The authors present the design, realization and interpretation of scientific results with meritorious rigor. Some sources of errors are identified (such as the difference between species or the maturation of the nervous structures) able to explain in detail the apparent discrepancies compared to the specialized literature. However, the authors avoid giving a clinical impact to their own results, although this is obvious, they avoid discussing the gradients identified in the context of signaling influenced by macroscopic structures (which influence the diffusion of mediators among others). If the authors put more effort into identifying the applications of their own results, their own impact through other researchers who cite them can be more important than the decrease of their own subsequent developments (in the absence of competition from readers). For example, the authors could extrapolate the data regarding the differences between the genetic model and the behavioral one, using the signaling pathways and structures involved (the simplest variables being the shape, connectivity, permeability of mediators through the cellular matrix... but not the most interesting ones).

Author Response

We thank the reviewer for the appreciation of the scientific merit of our manuscript. We are also grateful to the reviewer for suggesting a different publication strategy, focusing more on translational and clinical aspects of our findings. In the present paper, we laid the grounds for understanding how the activin gradient shapes the dorsal-ventral difference in GABAergic neurotransmission in the hippocampus under physiological conditions. We didn´t extend our experiments on animal models of neuropsychiatric disorders. Thus, we refrained from emphasizing putative clinical implications at the current stage of our activin studies, but we will certainly keep this important aspect in mind when exploring the role of activin receptor signaling in the context of disease models.  

Reviewer 2 Report

The manuscript by Valero-Aracama and coworkers shows a dorsal-ventral gradient of GABAergic inhibition in the mouse hippocampus. The authors convincingly demonstrate that the gradient is caused by the differential expression of the growth factor actinin.  Analysis is done with a range of electrophysiological, behavioral and molecular methods, all of which were applied in a competent and well-controlled way. The findings add to numerous doral-ventral grandients in the hippocampus  at the molecular, cellular and network level. The present results are particularly interesting as they involve an important behavioral paradigm (enriched environment) and trace down the observations to a causal molecular event (expression of a growth factor).

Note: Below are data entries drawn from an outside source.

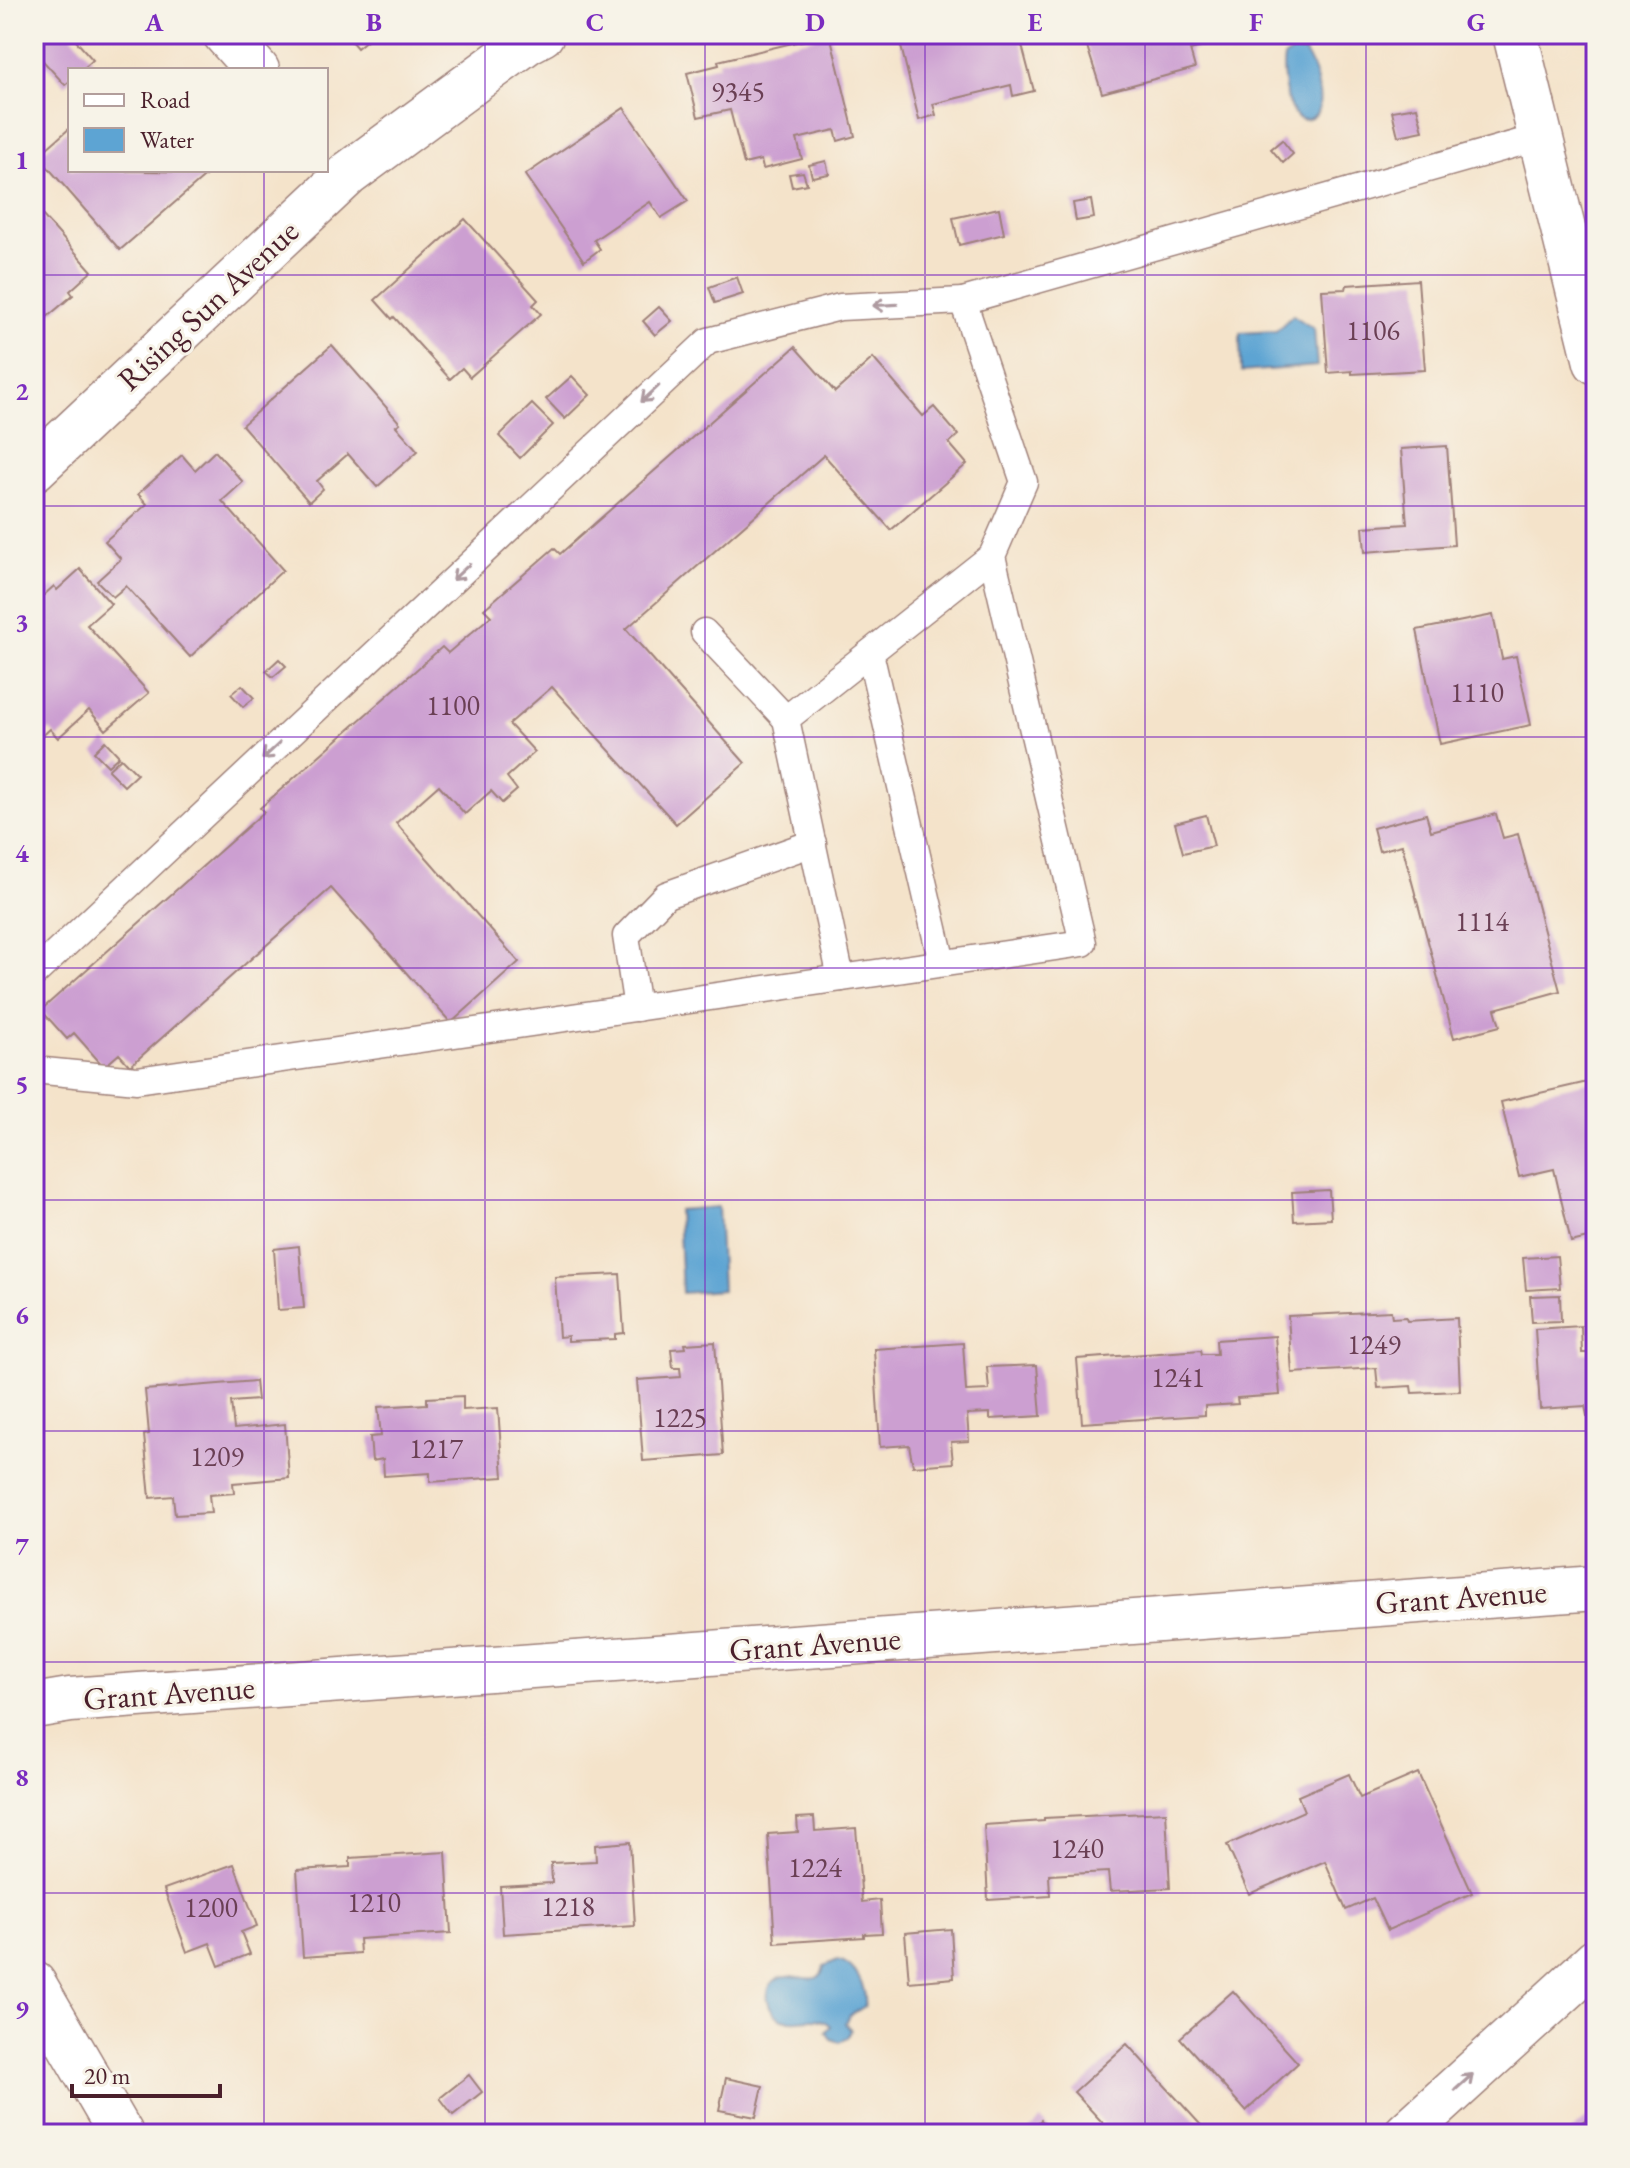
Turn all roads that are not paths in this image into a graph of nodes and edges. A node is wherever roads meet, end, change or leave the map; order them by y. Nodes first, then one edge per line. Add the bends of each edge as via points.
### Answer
1 (225, 34) edge
2 (542, 34) edge
3 (1515, 34) edge
4 (255, 68) edge
5 (1540, 137) junction
6 (337, 162) edge
7 (327, 172) edge
8 (963, 301) junction
9 (1596, 362) edge
10 (34, 469) edge
11 (992, 556) junction
12 (704, 632) dead end
13 (870, 653) junction
14 (786, 719) junction
15 (813, 843) junction
16 (942, 963) junction
17 (34, 974) edge
18 (841, 978) junction
19 (637, 1008) junction
20 (34, 1070) edge
21 (1596, 1588) edge
22 (34, 1706) edge
23 (1596, 1961) edge
24 (34, 1984) edge
25 (121, 2134) edge
26 (1406, 2134) edge

1 - 4 street
2 - 6 street, Rising Sun Avenue
3 - 5 street
5 - 8 lane
5 - 9 street
7 - 10 street, Rising Sun Avenue
8 - 11 lane via 1024,482
8 -> 17 lane via 840,307 708,341
11 - 13 lane
11 - 16 lane via 1083,943
12 - 14 lane
13 - 14 lane
13 - 16 lane
14 - 15 lane
15 - 18 lane
15 - 19 lane via 666,895 626,936
16 - 18 lane
18 - 19 lane
19 - 20 lane via 137,1080
21 - 22 street, Grant Avenue
26 -> 23 street
24 - 25 street

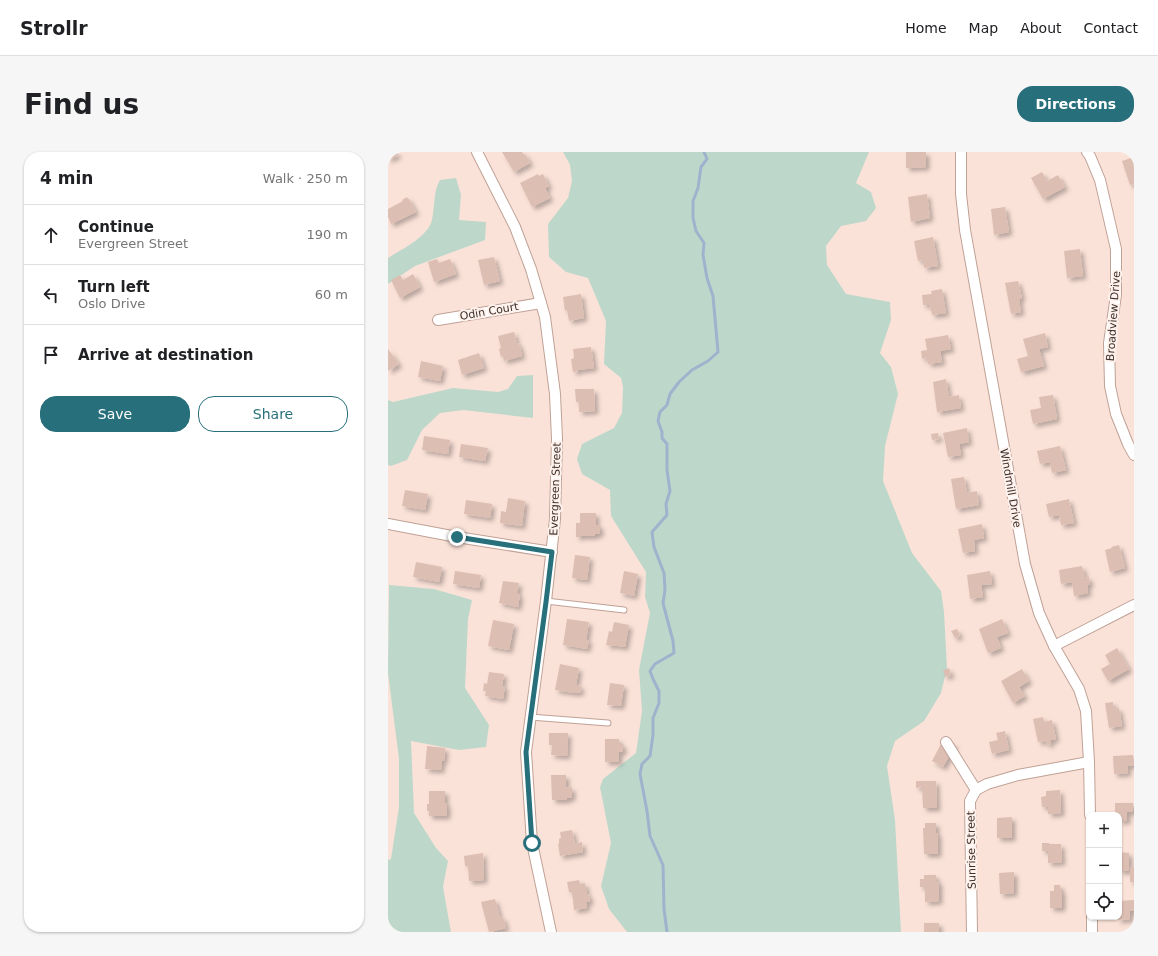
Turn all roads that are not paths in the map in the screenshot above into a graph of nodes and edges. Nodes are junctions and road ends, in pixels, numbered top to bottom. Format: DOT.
graph roads {
  1 [pos="477,152"];
  2 [pos="961,152"];
  3 [pos="1087,152"];
  4 [pos="540,303"];
  5 [pos="438,320"];
  6 [pos="1134,455"];
  7 [pos="388,524"];
  8 [pos="552,552"];
  9 [pos="546,602"];
  10 [pos="1134,605"];
  11 [pos="624,610"];
  12 [pos="1054,646"];
  13 [pos="530,717"];
  14 [pos="608,723"];
  15 [pos="946,742"];
  16 [pos="1089,762"];
  17 [pos="976,790"];
  18 [pos="1090,812"];
  19 [pos="1092,920"];
  20 [pos="550,932"];
  21 [pos="972,932"];
  22 [pos="1092,932"];
  1 -- 4 [label="street, Evergreen Street"];
  2 -- 12 [label="street, Windmill Drive"];
  3 -- 6 [label="street, Broadview Drive"];
  4 -- 5 [label="street, Odin Court"];
  4 -- 8 [label="street, Evergreen Street"];
  7 -- 8 [label="street"];
  8 -- 9 [label="street, Evergreen Street"];
  9 -- 11 [label="lane"];
  9 -- 13 [label="street, Evergreen Street"];
  10 -- 12 [label="street"];
  12 -- 16 [label="street, Windmill Drive"];
  13 -- 14 [label="lane"];
  13 -- 20 [label="street, Evergreen Street"];
  15 -- 17 [label="street"];
  16 -- 17 [label="street"];
  16 -- 18 [label="street, Windmill Drive"];
  17 -- 21 [label="street, Sunrise Street"];
  19 -- 22 [label="street"];
}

I have four comments/concerns, all meant in a constructive way:

1. All electrophysiological experiments were made in horizontal brain slices. As a consequence, cutting angles relative to the longitudinal hippocampal axis vary between ventral-, mid- and dorsal hippocampal slices. Can this possibily affect connectivity and, hence, the properties of spontaneous or evoked inhibition? A control experiment with sections perpendicular to the length axis would be ideal, but at least the point should be discussed.

2. Amplitudes are reported as means of peak current amplitudes. Given the highly non-normal distribution of synaptic current amplitudes, a better description are (cumulative) amplitude histograms which are then tested for differences, e.g. using the Kolmogoror-Smirnov-Test. Mean values may not be as sensitive. In the present work, most differences were in frequency of synaptic currents, rather than amplitude. However, a shift in amplitude distribution may result in an unchanged mean amplitude value, but still a larger fraction of currents below the detection threshold. Based on the consistent findings I dont't think this is the case, but nevertheless it should be controlled by -at least an exemplary- distribution analysis.

3. The time course of action af bath-applied activin (Fig. 5) should be documented and commented. This may shed some light on the mechanism which is expected to be rather indirect.  Was activin dissolved in water/ACSF? Was there any control experiment with other peptides? 

4. The discussion contains relatively little information about the proposed cellular and molecular mechanism.          

   

 

   

The manuscript should be once more proof-read for typos and minor grammatical errors. Examples (all from the abstract):

Line 2: his ==> this

Line 14: activing ==> activating

 

Author Response

see attached file

Author Response File: Author Response.pdf